- **Your goal**
Exact transcription with no images: write out all of the entries below.

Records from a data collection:
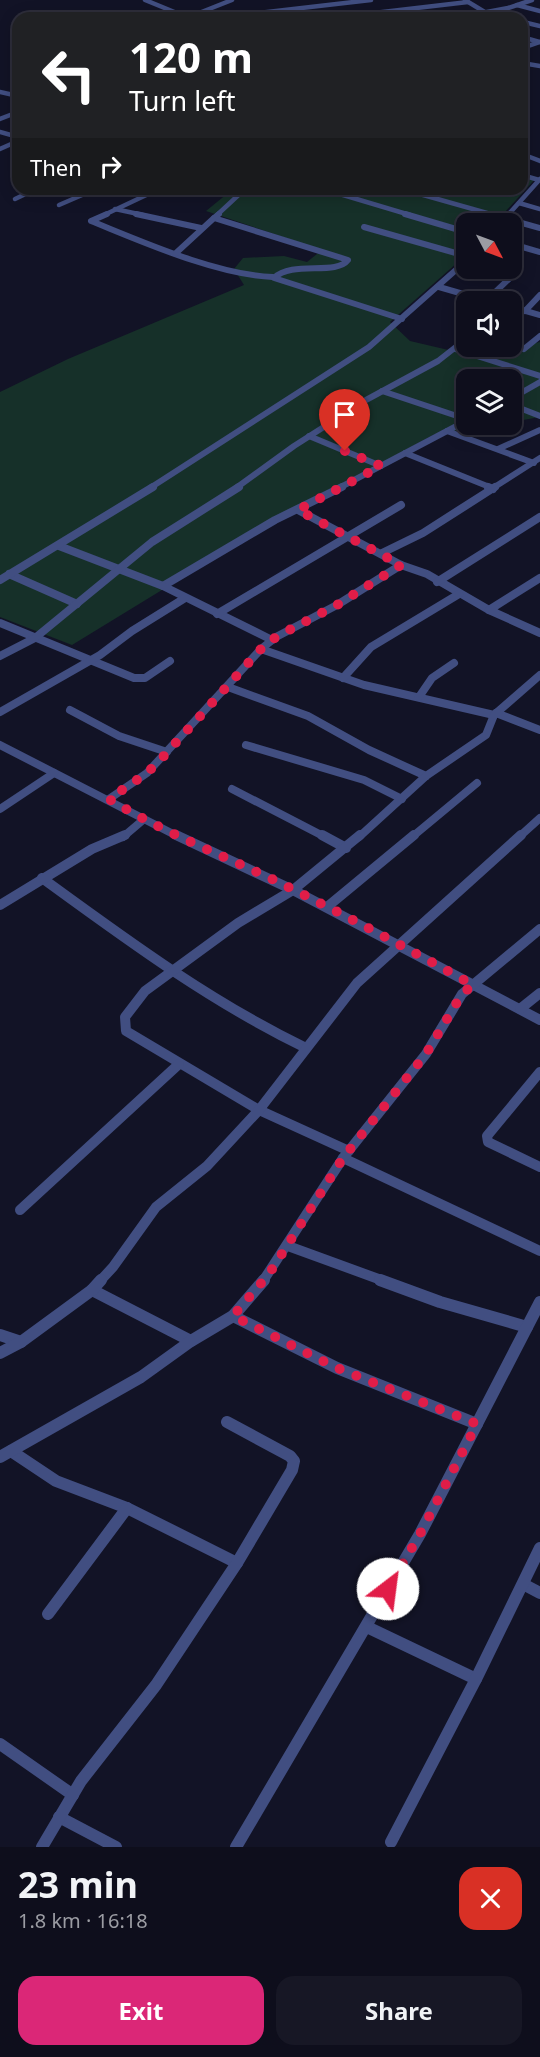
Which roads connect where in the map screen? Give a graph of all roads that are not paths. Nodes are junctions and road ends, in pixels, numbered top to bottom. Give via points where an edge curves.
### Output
1 (145, 0) edge
2 (232, 0) edge
3 (371, 0) edge
4 (532, 0) edge
5 (467, 1) edge
6 (406, 4) dead end
7 (517, 5) junction
8 (411, 9) junction
9 (540, 11) edge
10 (174, 12) edge
11 (203, 12) edge
12 (268, 12) edge
13 (384, 12) edge
14 (488, 12) joint
15 (539, 182) edge
16 (528, 194) edge
17 (23, 195) edge
18 (82, 195) edge
19 (146, 195) edge
20 (239, 195) edge
21 (343, 195) edge
22 (420, 195) edge
23 (527, 195) edge
24 (15, 199) dead end
25 (519, 203) junction
26 (59, 205) dead end
27 (116, 209) junction
28 (540, 209) edge
29 (475, 213) edge
30 (511, 213) edge
31 (214, 218) junction
32 (522, 225) edge
33 (363, 226) dead end
34 (201, 228) junction
35 (540, 228) edge
36 (456, 229) edge
37 (522, 247) edge
38 (540, 252) edge
39 (176, 253) junction
40 (456, 256) edge
41 (456, 270) edge
42 (273, 277) junction
43 (510, 279) edge
44 (439, 288) junction
45 (499, 291) edge
46 (456, 292) edge
47 (540, 295) edge
48 (522, 310) edge
49 (525, 311) junction
50 (540, 315) edge
51 (402, 320) junction
52 (540, 336) edge
53 (455, 349) joint
54 (524, 349) dead end
55 (540, 376) edge
56 (540, 382) edge
57 (382, 391) junction
58 (522, 392) edge
59 (522, 409) edge
60 (540, 416) edge
61 (456, 417) edge
62 (456, 425) edge
63 (447, 430) junction
64 (540, 430) edge
65 (309, 436) junction
66 (498, 449) junction
67 (405, 453) junction
68 (537, 460) edge
69 (381, 466) junction
70 (493, 489) junction
71 (401, 505) dead end
72 (298, 510) junction
73 (540, 517) edge
74 (347, 537) junction
75 (59, 546) junction
76 (382, 553) junction
77 (401, 565) junction
78 (119, 570) junction
79 (9, 574) junction
80 (0, 580) edge
81 (538, 581) edge
82 (437, 582) junction
83 (163, 586) junction
84 (459, 594) junction
85 (185, 598) junction
86 (77, 604) junction
87 (489, 610) junction
88 (217, 614) junction
89 (0, 624) edge
90 (540, 633) edge
91 (35, 638) junction
92 (272, 640) junction
93 (261, 649) junction
94 (0, 656) edge
95 (91, 660) junction
96 (170, 661) dead end
97 (454, 663) dead end
98 (540, 675) edge
99 (343, 678) junction
100 (228, 687) junction
101 (419, 697) junction
102 (69, 710) dead end
103 (0, 712) edge
104 (495, 714) junction
105 (540, 730) edge
106 (246, 745) dead end
107 (0, 746) edge
108 (167, 752) junction
109 (54, 773) junction
110 (426, 776) junction
111 (477, 783) dead end
112 (232, 789) dead end
113 (109, 799) junction
114 (402, 799) junction
115 (2, 806) edge
116 (540, 818) edge
117 (143, 820) junction
118 (346, 848) junction
119 (42, 878) junction
120 (293, 890) junction
121 (0, 905) edge
122 (327, 907) junction
123 (540, 929) edge
124 (398, 943) junction
125 (170, 971) junction
126 (473, 985) junction
127 (540, 993) edge
128 (520, 1010) junction
129 (540, 1020) edge
130 (306, 1048) junction
131 (180, 1064) junction
132 (540, 1072) edge
133 (259, 1110) junction
134 (346, 1155) junction
135 (540, 1167) edge
136 (20, 1210) dead end
137 (288, 1246) junction
138 (540, 1251) edge
139 (92, 1290) junction
140 (540, 1302) edge
141 (233, 1316) junction
142 (527, 1327) junction
143 (0, 1335) edge
144 (191, 1341) junction
145 (21, 1342) junction
146 (0, 1353) edge
147 (227, 1422) dead end
148 (477, 1424) junction
149 (5, 1454) edge
150 (127, 1508) junction
151 (540, 1548) edge
152 (237, 1563) junction
153 (523, 1584) junction
154 (540, 1593) edge
155 (48, 1614) dead end
156 (367, 1626) junction
157 (476, 1678) junction
158 (0, 1744) edge
159 (73, 1795) junction
160 (59, 1817) junction
161 (392, 1842) dead end
162 (42, 1847) edge
163 (116, 1847) edge
164 (236, 1847) edge

1 - 10 street
2 - 11 street
3 - 12 street
4 - 7 street
5 - 8 street
5 - 14 street
6 - 8 street
7 - 9 street
7 - 14 street
8 - 13 street
15 - 16 street
17 - 24 street
18 - 26 street
19 - 27 street
20 - 31 street
21 - 36 street
22 - 29 street
23 - 25 street
25 - 28 street
25 - 30 street
27 - 34 street
27 - 39 street via 91,221
31 - 34 street
31 - 42 street via 348,260 345,264 293,269
32 - 35 street
33 - 40 street
34 - 39 street
37 - 38 street
39 - 42 street via 247,276
41 - 44 street
42 - 51 street
43 - 45 street
44 - 46 street
44 - 51 street
47 - 49 street
48 - 49 street
49 - 50 street
51 - 75 street via 369,347
52 - 54 street
53 - 55 street
53 - 57 street
56 - 58 street
57 - 61 street
57 - 65 street
59 - 60 street
62 - 63 street
63 - 66 street
63 - 67 street
64 - 66 street
65 - 69 street
65 - 78 street via 152,542
66 - 68 street
67 - 69 street
67 - 70 street
68 - 70 street
69 - 72 street
70 - 76 street via 423,533
71 - 74 street
72 - 74 street
72 - 83 street
73 - 82 street
74 - 76 street
74 - 88 street
75 - 78 street
75 - 79 street
76 - 77 street
77 - 82 street
77 - 92 street
78 - 83 street
78 - 86 street
79 - 80 street
79 - 86 street
81 - 87 street
82 - 84 street
83 - 85 street
84 - 87 street
84 - 99 street via 371,646
85 - 88 street
85 - 95 street
86 - 91 street
87 - 90 street
88 - 92 street
89 - 91 street
91 - 94 street
91 - 95 street
92 - 93 street
93 - 99 street
93 - 100 street
95 - 96 street via 140,681
95 - 103 street
97 - 101 street via 432,678
98 - 104 street
99 - 101 street
100 - 108 street
100 - 110 street via 308,716
101 - 104 street
102 - 108 street via 119,736
104 - 105 street
104 - 110 street via 486,735
106 - 114 street via 364,780
107 - 109 street
108 - 113 street via 147,773
109 - 113 street
109 - 115 street
110 - 114 street
111 - 122 street
112 - 118 street
113 - 117 street
114 - 118 street
116 - 124 street
117 - 119 street via 122,838 92,849
117 - 120 street
118 - 120 street
119 - 121 street
119 - 125 street
120 - 122 street
120 - 125 street
122 - 124 street
123 - 126 street
124 - 126 street
124 - 130 street via 352,989
125 - 130 street via 258,1025
125 - 131 street via 129,1009 126,1031
126 - 128 street
126 - 134 street via 462,994 426,1054
127 - 128 street
128 - 129 street
130 - 133 street
131 - 133 street
131 - 136 street
132 - 135 street via 487,1136 495,1147
133 - 134 street
133 - 139 street via 207,1166 156,1207 113,1268
134 - 137 street
134 - 138 street
137 - 141 street
137 - 142 street via 440,1302
139 - 144 street
139 - 145 street
140 - 142 street
141 - 144 street
141 - 148 street via 337,1368
142 - 148 street
143 - 145 street
144 - 149 street via 141,1377
145 - 146 street
147 - 152 street via 294,1461
148 - 156 street
149 - 150 street via 56,1481
150 - 152 street
150 - 155 street
151 - 153 street
152 - 159 street via 156,1685
153 - 154 street
153 - 157 street
156 - 157 street
156 - 164 street
157 - 161 street
158 - 159 street
159 - 160 street
160 - 162 street
160 - 163 street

- **Completed task**
Which roads connect where in the map screen? Give a graph of all roads that are not paths. Nodes are junctions and road ends, in pixels, numbered top to bottom. Give via points where an edge curves.
### Output
1 (145, 0) edge
2 (232, 0) edge
3 (371, 0) edge
4 (532, 0) edge
5 (467, 1) edge
6 (406, 4) dead end
7 (517, 5) junction
8 (411, 9) junction
9 (540, 11) edge
10 (174, 12) edge
11 (203, 12) edge
12 (268, 12) edge
13 (384, 12) edge
14 (488, 12) joint
15 (539, 182) edge
16 (528, 194) edge
17 (23, 195) edge
18 (82, 195) edge
19 (146, 195) edge
20 (239, 195) edge
21 (343, 195) edge
22 (420, 195) edge
23 (527, 195) edge
24 (15, 199) dead end
25 (519, 203) junction
26 (59, 205) dead end
27 (116, 209) junction
28 (540, 209) edge
29 (475, 213) edge
30 (511, 213) edge
31 (214, 218) junction
32 (522, 225) edge
33 (363, 226) dead end
34 (201, 228) junction
35 (540, 228) edge
36 (456, 229) edge
37 (522, 247) edge
38 (540, 252) edge
39 (176, 253) junction
40 (456, 256) edge
41 (456, 270) edge
42 (273, 277) junction
43 (510, 279) edge
44 (439, 288) junction
45 (499, 291) edge
46 (456, 292) edge
47 (540, 295) edge
48 (522, 310) edge
49 (525, 311) junction
50 (540, 315) edge
51 (402, 320) junction
52 (540, 336) edge
53 (455, 349) joint
54 (524, 349) dead end
55 (540, 376) edge
56 (540, 382) edge
57 (382, 391) junction
58 (522, 392) edge
59 (522, 409) edge
60 (540, 416) edge
61 (456, 417) edge
62 (456, 425) edge
63 (447, 430) junction
64 (540, 430) edge
65 (309, 436) junction
66 (498, 449) junction
67 (405, 453) junction
68 (537, 460) edge
69 (381, 466) junction
70 (493, 489) junction
71 (401, 505) dead end
72 (298, 510) junction
73 (540, 517) edge
74 (347, 537) junction
75 (59, 546) junction
76 (382, 553) junction
77 (401, 565) junction
78 (119, 570) junction
79 (9, 574) junction
80 (0, 580) edge
81 (538, 581) edge
82 (437, 582) junction
83 (163, 586) junction
84 (459, 594) junction
85 (185, 598) junction
86 (77, 604) junction
87 (489, 610) junction
88 (217, 614) junction
89 (0, 624) edge
90 (540, 633) edge
91 (35, 638) junction
92 (272, 640) junction
93 (261, 649) junction
94 (0, 656) edge
95 (91, 660) junction
96 (170, 661) dead end
97 (454, 663) dead end
98 (540, 675) edge
99 (343, 678) junction
100 (228, 687) junction
101 (419, 697) junction
102 (69, 710) dead end
103 (0, 712) edge
104 (495, 714) junction
105 (540, 730) edge
106 (246, 745) dead end
107 (0, 746) edge
108 (167, 752) junction
109 (54, 773) junction
110 (426, 776) junction
111 (477, 783) dead end
112 (232, 789) dead end
113 (109, 799) junction
114 (402, 799) junction
115 (2, 806) edge
116 (540, 818) edge
117 (143, 820) junction
118 (346, 848) junction
119 (42, 878) junction
120 (293, 890) junction
121 (0, 905) edge
122 (327, 907) junction
123 (540, 929) edge
124 (398, 943) junction
125 (170, 971) junction
126 (473, 985) junction
127 (540, 993) edge
128 (520, 1010) junction
129 (540, 1020) edge
130 (306, 1048) junction
131 (180, 1064) junction
132 (540, 1072) edge
133 (259, 1110) junction
134 (346, 1155) junction
135 (540, 1167) edge
136 (20, 1210) dead end
137 (288, 1246) junction
138 (540, 1251) edge
139 (92, 1290) junction
140 (540, 1302) edge
141 (233, 1316) junction
142 (527, 1327) junction
143 (0, 1335) edge
144 (191, 1341) junction
145 (21, 1342) junction
146 (0, 1353) edge
147 (227, 1422) dead end
148 (477, 1424) junction
149 (5, 1454) edge
150 (127, 1508) junction
151 (540, 1548) edge
152 (237, 1563) junction
153 (523, 1584) junction
154 (540, 1593) edge
155 (48, 1614) dead end
156 (367, 1626) junction
157 (476, 1678) junction
158 (0, 1744) edge
159 (73, 1795) junction
160 (59, 1817) junction
161 (392, 1842) dead end
162 (42, 1847) edge
163 (116, 1847) edge
164 (236, 1847) edge

1 - 10 street
2 - 11 street
3 - 12 street
4 - 7 street
5 - 8 street
5 - 14 street
6 - 8 street
7 - 9 street
7 - 14 street
8 - 13 street
15 - 16 street
17 - 24 street
18 - 26 street
19 - 27 street
20 - 31 street
21 - 36 street
22 - 29 street
23 - 25 street
25 - 28 street
25 - 30 street
27 - 34 street
27 - 39 street via 91,221
31 - 34 street
31 - 42 street via 348,260 345,264 293,269
32 - 35 street
33 - 40 street
34 - 39 street
37 - 38 street
39 - 42 street via 247,276
41 - 44 street
42 - 51 street
43 - 45 street
44 - 46 street
44 - 51 street
47 - 49 street
48 - 49 street
49 - 50 street
51 - 75 street via 369,347
52 - 54 street
53 - 55 street
53 - 57 street
56 - 58 street
57 - 61 street
57 - 65 street
59 - 60 street
62 - 63 street
63 - 66 street
63 - 67 street
64 - 66 street
65 - 69 street
65 - 78 street via 152,542
66 - 68 street
67 - 69 street
67 - 70 street
68 - 70 street
69 - 72 street
70 - 76 street via 423,533
71 - 74 street
72 - 74 street
72 - 83 street
73 - 82 street
74 - 76 street
74 - 88 street
75 - 78 street
75 - 79 street
76 - 77 street
77 - 82 street
77 - 92 street
78 - 83 street
78 - 86 street
79 - 80 street
79 - 86 street
81 - 87 street
82 - 84 street
83 - 85 street
84 - 87 street
84 - 99 street via 371,646
85 - 88 street
85 - 95 street
86 - 91 street
87 - 90 street
88 - 92 street
89 - 91 street
91 - 94 street
91 - 95 street
92 - 93 street
93 - 99 street
93 - 100 street
95 - 96 street via 140,681
95 - 103 street
97 - 101 street via 432,678
98 - 104 street
99 - 101 street
100 - 108 street
100 - 110 street via 308,716
101 - 104 street
102 - 108 street via 119,736
104 - 105 street
104 - 110 street via 486,735
106 - 114 street via 364,780
107 - 109 street
108 - 113 street via 147,773
109 - 113 street
109 - 115 street
110 - 114 street
111 - 122 street
112 - 118 street
113 - 117 street
114 - 118 street
116 - 124 street
117 - 119 street via 122,838 92,849
117 - 120 street
118 - 120 street
119 - 121 street
119 - 125 street
120 - 122 street
120 - 125 street
122 - 124 street
123 - 126 street
124 - 126 street
124 - 130 street via 352,989
125 - 130 street via 258,1025
125 - 131 street via 129,1009 126,1031
126 - 128 street
126 - 134 street via 462,994 426,1054
127 - 128 street
128 - 129 street
130 - 133 street
131 - 133 street
131 - 136 street
132 - 135 street via 487,1136 495,1147
133 - 134 street
133 - 139 street via 207,1166 156,1207 113,1268
134 - 137 street
134 - 138 street
137 - 141 street
137 - 142 street via 440,1302
139 - 144 street
139 - 145 street
140 - 142 street
141 - 144 street
141 - 148 street via 337,1368
142 - 148 street
143 - 145 street
144 - 149 street via 141,1377
145 - 146 street
147 - 152 street via 294,1461
148 - 156 street
149 - 150 street via 56,1481
150 - 152 street
150 - 155 street
151 - 153 street
152 - 159 street via 156,1685
153 - 154 street
153 - 157 street
156 - 157 street
156 - 164 street
157 - 161 street
158 - 159 street
159 - 160 street
160 - 162 street
160 - 163 street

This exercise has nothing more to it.